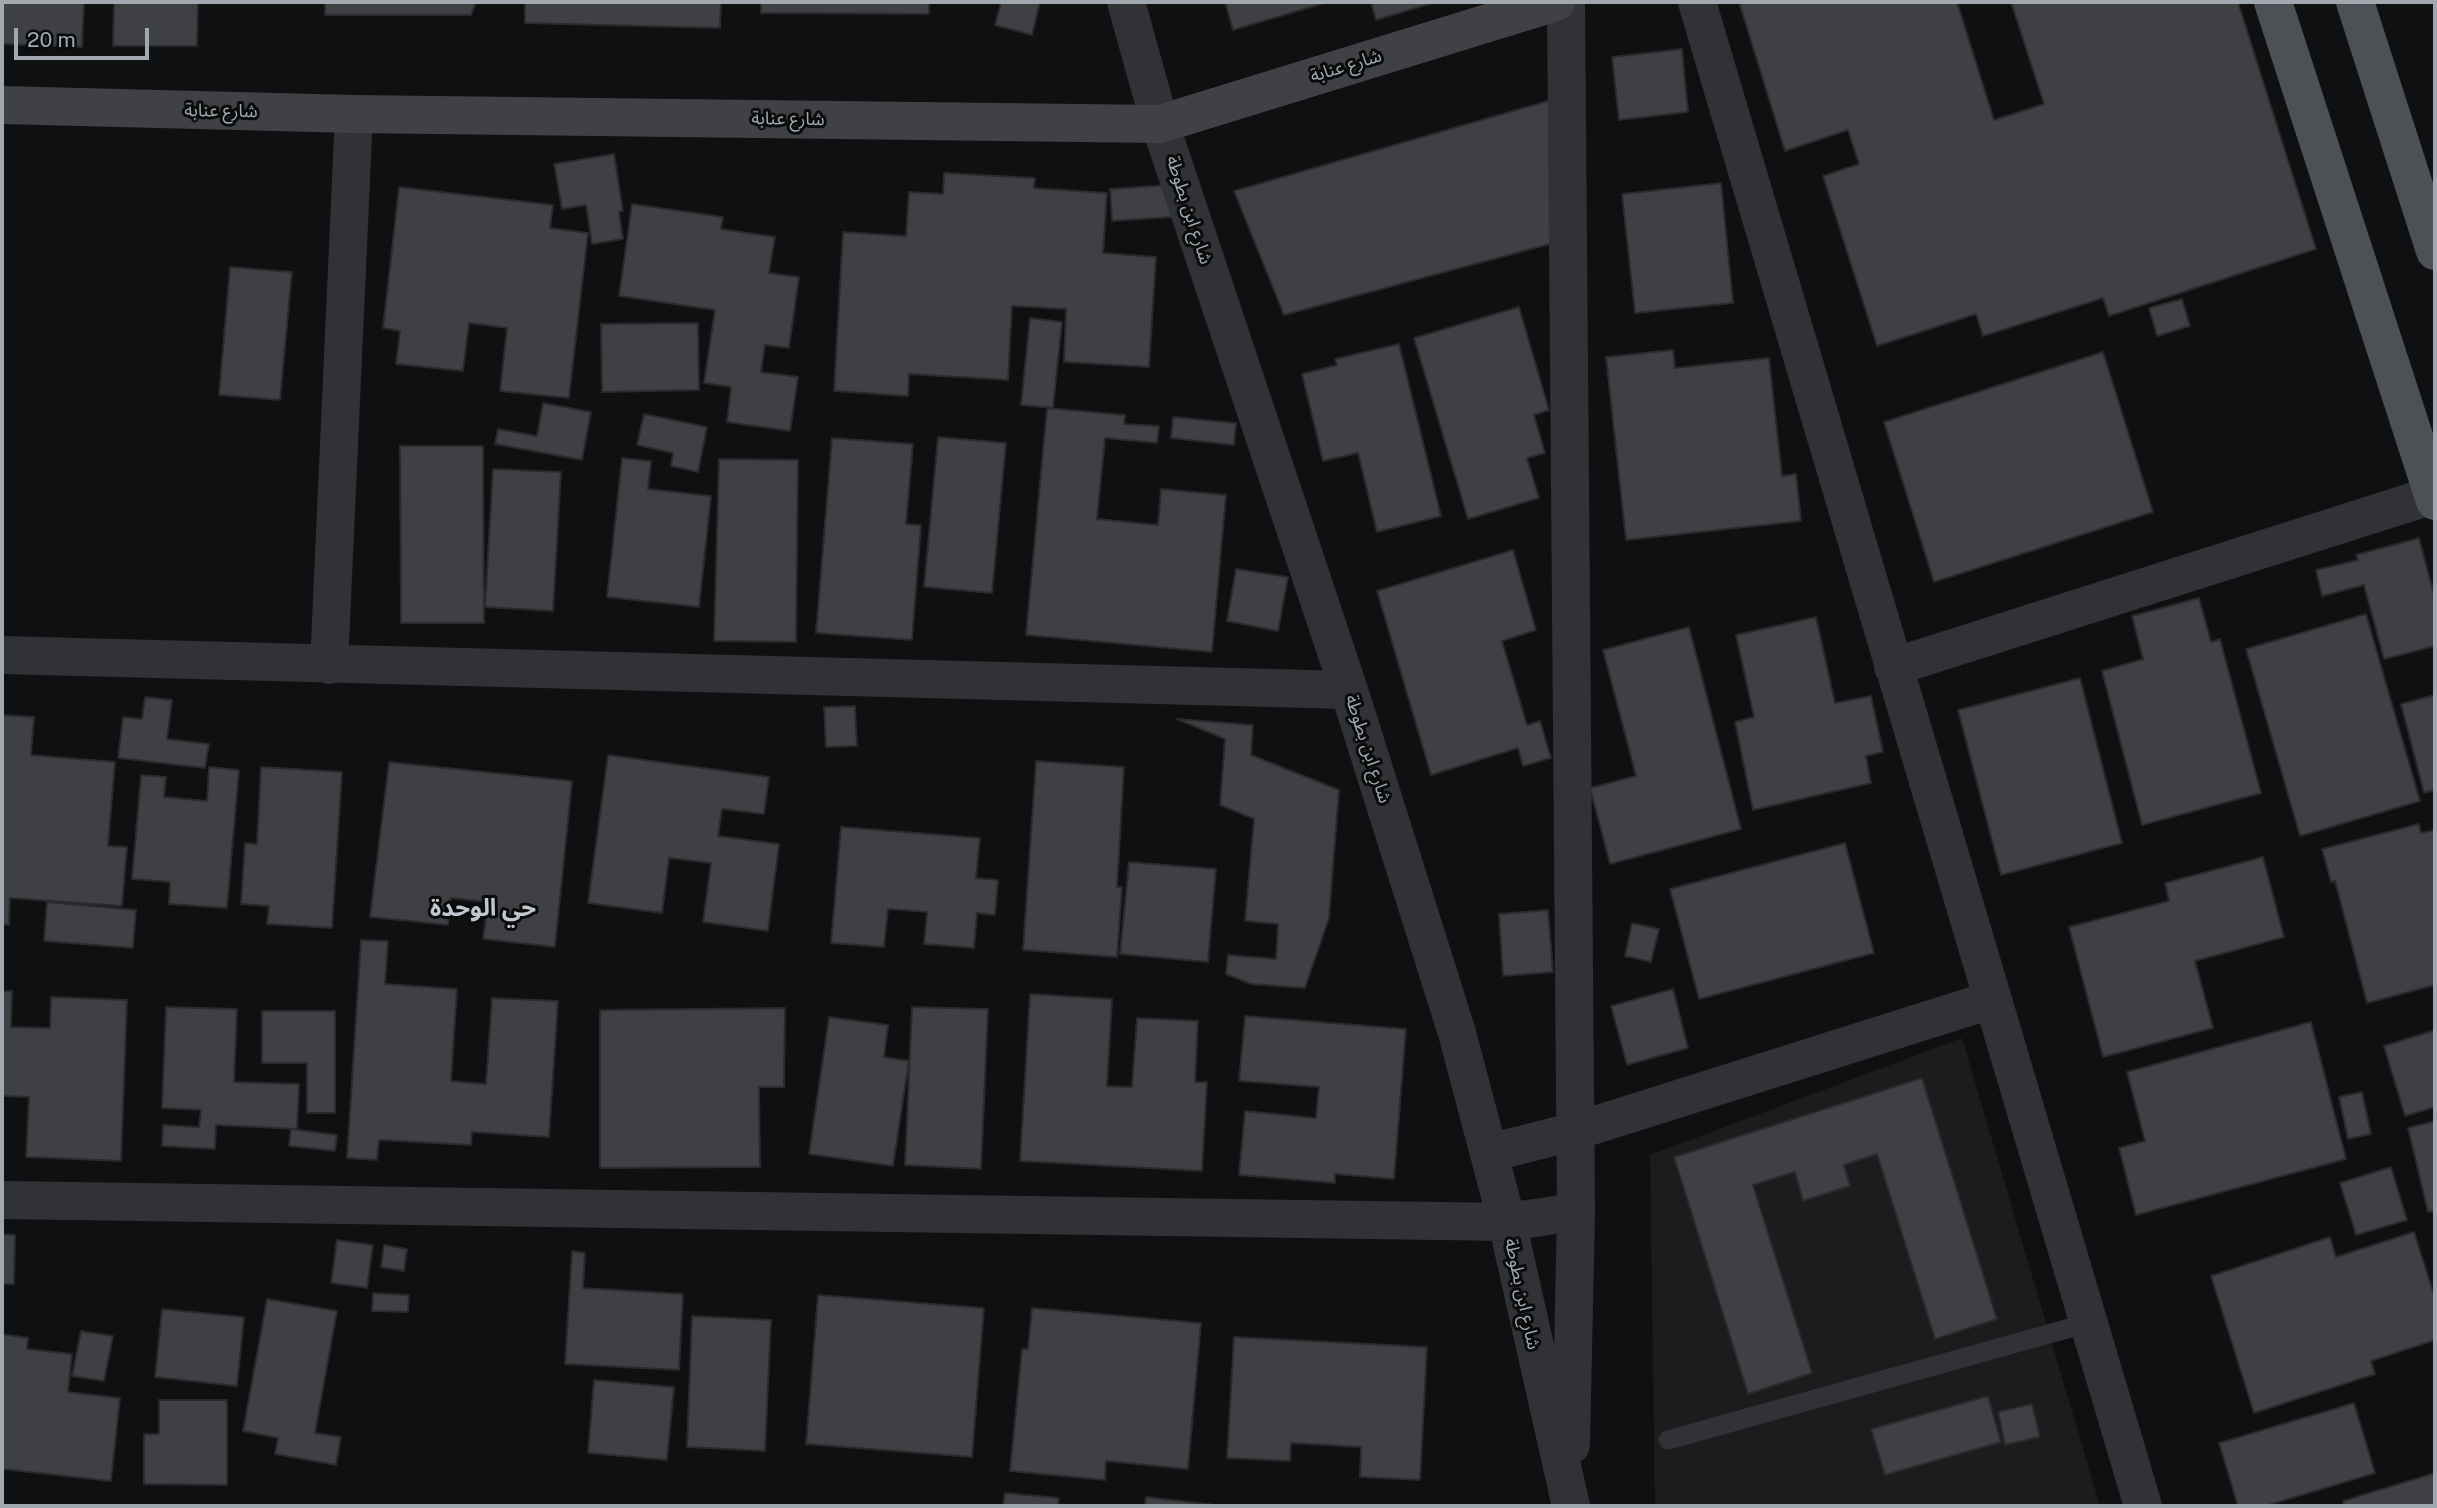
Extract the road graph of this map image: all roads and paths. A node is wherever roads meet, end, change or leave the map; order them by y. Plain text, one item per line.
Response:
1 (1126, 2) edge
2 (1556, 2) edge
3 (1566, 2) edge
4 (1697, 2) edge
5 (2273, 2) edge
6 (2355, 2) edge
7 (2, 105) edge
8 (354, 114) junction
9 (1160, 124) junction
10 (2435, 251) edge
11 (2434, 498) edge
12 (2, 656) edge
13 (329, 665) junction
14 (1893, 667) junction
15 (1349, 690) junction
16 (1991, 1000) junction
17 (1576, 1131) junction
18 (1489, 1153) junction
19 (2, 1200) edge
20 (1576, 1212) junction
21 (1507, 1223) junction
22 (2088, 1323) junction
23 (1668, 1440) dead end
24 (1571, 1502) edge
25 (2143, 1506) edge

1 - 9 street, شارع ابن بطوطة
2 - 9 street, شارع عنابة
3 - 17 street
4 - 14 street
5 - 11 main road
6 - 10 main road
7 - 8 street, شارع عنابة
8 - 9 street, شارع عنابة
8 - 13 street
9 - 15 street, شارع ابن بطوطة
11 - 14 street
12 - 13 street
13 - 15 street
14 - 16 street
15 - 18 street, شارع ابن بطوطة
16 - 17 street
16 - 22 street
17 - 18 street
17 - 20 street
18 - 21 street, شارع ابن بطوطة
19 - 21 street
20 - 21 street
20 - 24 street
21 - 24 street, شارع ابن بطوطة
22 - 23 lane
22 - 25 street

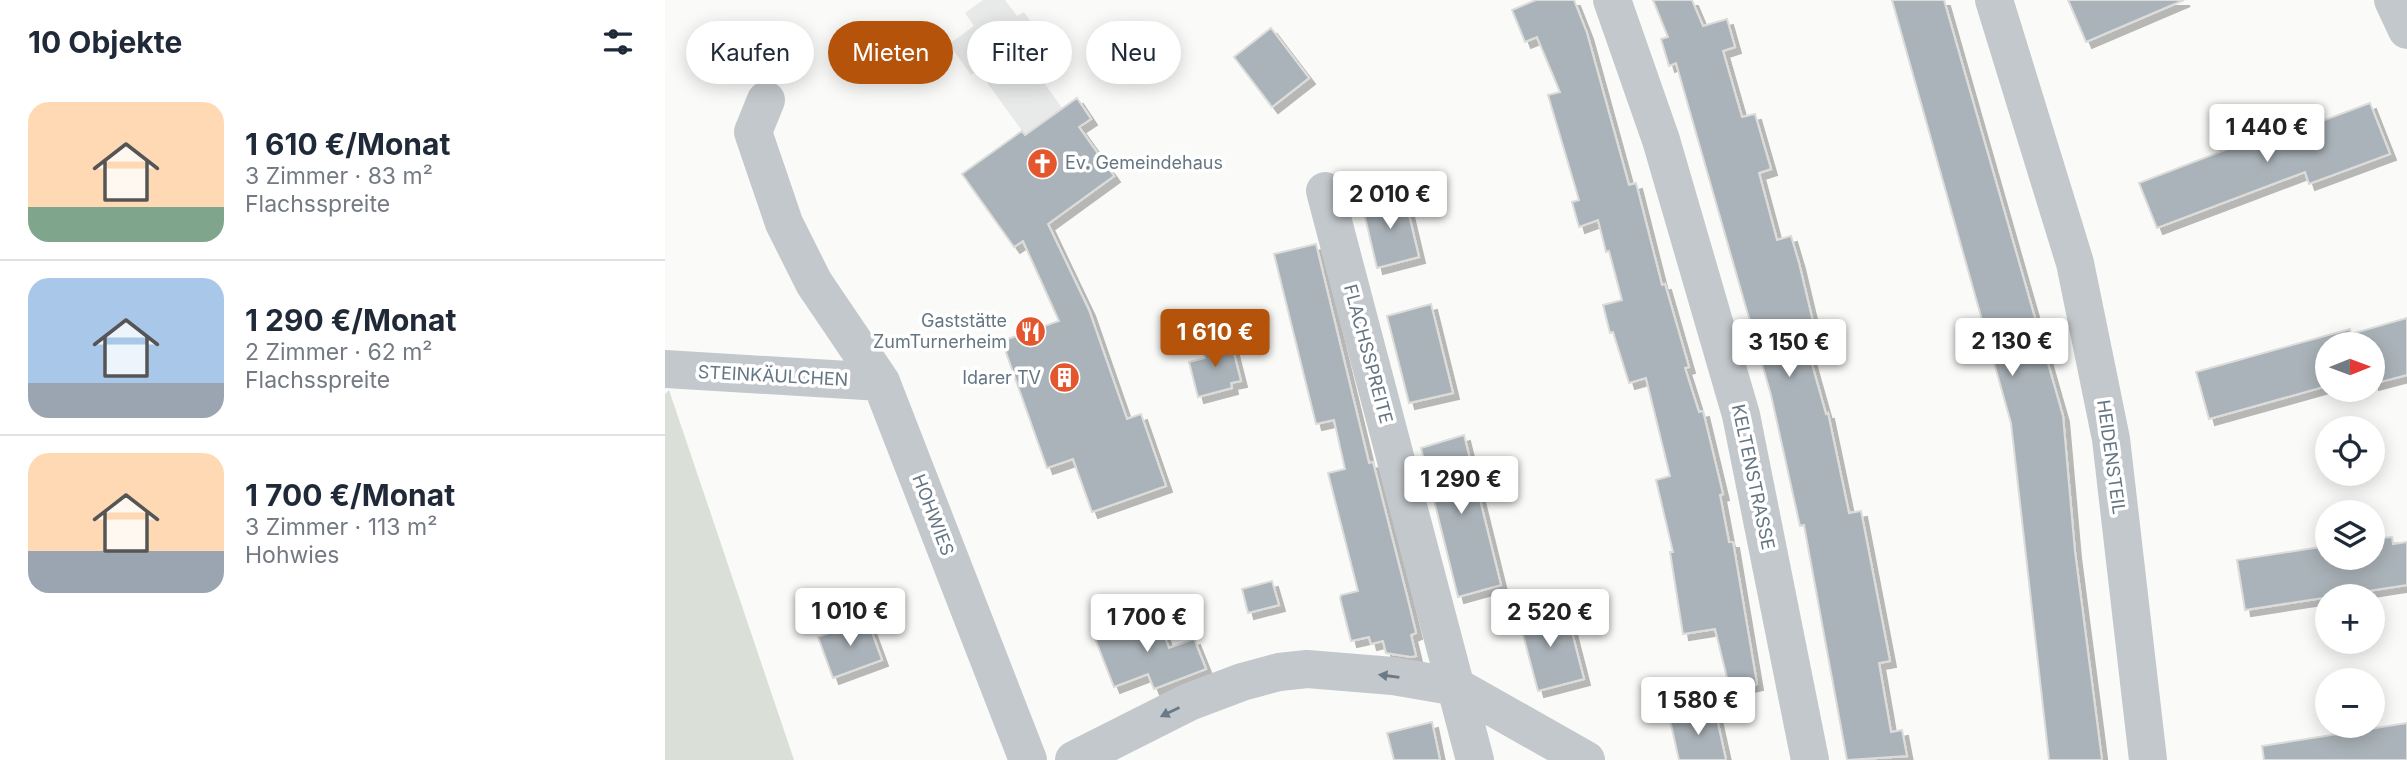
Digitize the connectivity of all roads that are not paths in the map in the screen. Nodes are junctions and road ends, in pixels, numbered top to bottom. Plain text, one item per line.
1 (1612, 0) edge
2 (1994, 0) edge
3 (2392, 0) edge
4 (2407, 30) edge
5 (766, 100) dead end
6 (1325, 191) dead end
7 (665, 369) edge
8 (881, 382) junction
9 (1457, 687) junction
10 (1028, 760) edge
11 (1074, 760) edge
12 (1475, 760) edge
13 (1586, 760) edge
14 (1810, 760) edge
15 (2148, 760) edge

1 - 14 street, KELTENSTRASSE
2 - 15 street, HEIDENSTEIL
3 - 4 street
5 - 8 street, HOHWIES
6 - 9 street, FLACHSSPREITE
7 - 8 street, STEINKÄULCHEN
8 - 10 street, HOHWIES
9 -> 11 street
9 - 12 street, FLACHSSPREITE
9 - 13 street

YOUR ASSIGNMENT -> Exactly retype each record above, dropping images.

EXERCISE RESPONSE ->
Extract the road graph of this map image: all roads and paths. A node is wherever roads meet, end, change or leave the map; order them by y. Plain text, one item per line.
Response:
1 (1126, 2) edge
2 (1556, 2) edge
3 (1566, 2) edge
4 (1697, 2) edge
5 (2273, 2) edge
6 (2355, 2) edge
7 (2, 105) edge
8 (354, 114) junction
9 (1160, 124) junction
10 (2435, 251) edge
11 (2434, 498) edge
12 (2, 656) edge
13 (329, 665) junction
14 (1893, 667) junction
15 (1349, 690) junction
16 (1991, 1000) junction
17 (1576, 1131) junction
18 (1489, 1153) junction
19 (2, 1200) edge
20 (1576, 1212) junction
21 (1507, 1223) junction
22 (2088, 1323) junction
23 (1668, 1440) dead end
24 (1571, 1502) edge
25 (2143, 1506) edge

1 - 9 street, شارع ابن بطوطة
2 - 9 street, شارع عنابة
3 - 17 street
4 - 14 street
5 - 11 main road
6 - 10 main road
7 - 8 street, شارع عنابة
8 - 9 street, شارع عنابة
8 - 13 street
9 - 15 street, شارع ابن بطوطة
11 - 14 street
12 - 13 street
13 - 15 street
14 - 16 street
15 - 18 street, شارع ابن بطوطة
16 - 17 street
16 - 22 street
17 - 18 street
17 - 20 street
18 - 21 street, شارع ابن بطوطة
19 - 21 street
20 - 21 street
20 - 24 street
21 - 24 street, شارع ابن بطوطة
22 - 23 lane
22 - 25 street

Digitize the connectivity of all roads that are not paths in the map in the screen. Nodes are junctions and road ends, in pixels, numbered top to bottom. Plain text, one item per line.
1 (1612, 0) edge
2 (1994, 0) edge
3 (2392, 0) edge
4 (2407, 30) edge
5 (766, 100) dead end
6 (1325, 191) dead end
7 (665, 369) edge
8 (881, 382) junction
9 (1457, 687) junction
10 (1028, 760) edge
11 (1074, 760) edge
12 (1475, 760) edge
13 (1586, 760) edge
14 (1810, 760) edge
15 (2148, 760) edge

1 - 14 street, KELTENSTRASSE
2 - 15 street, HEIDENSTEIL
3 - 4 street
5 - 8 street, HOHWIES
6 - 9 street, FLACHSSPREITE
7 - 8 street, STEINKÄULCHEN
8 - 10 street, HOHWIES
9 -> 11 street
9 - 12 street, FLACHSSPREITE
9 - 13 street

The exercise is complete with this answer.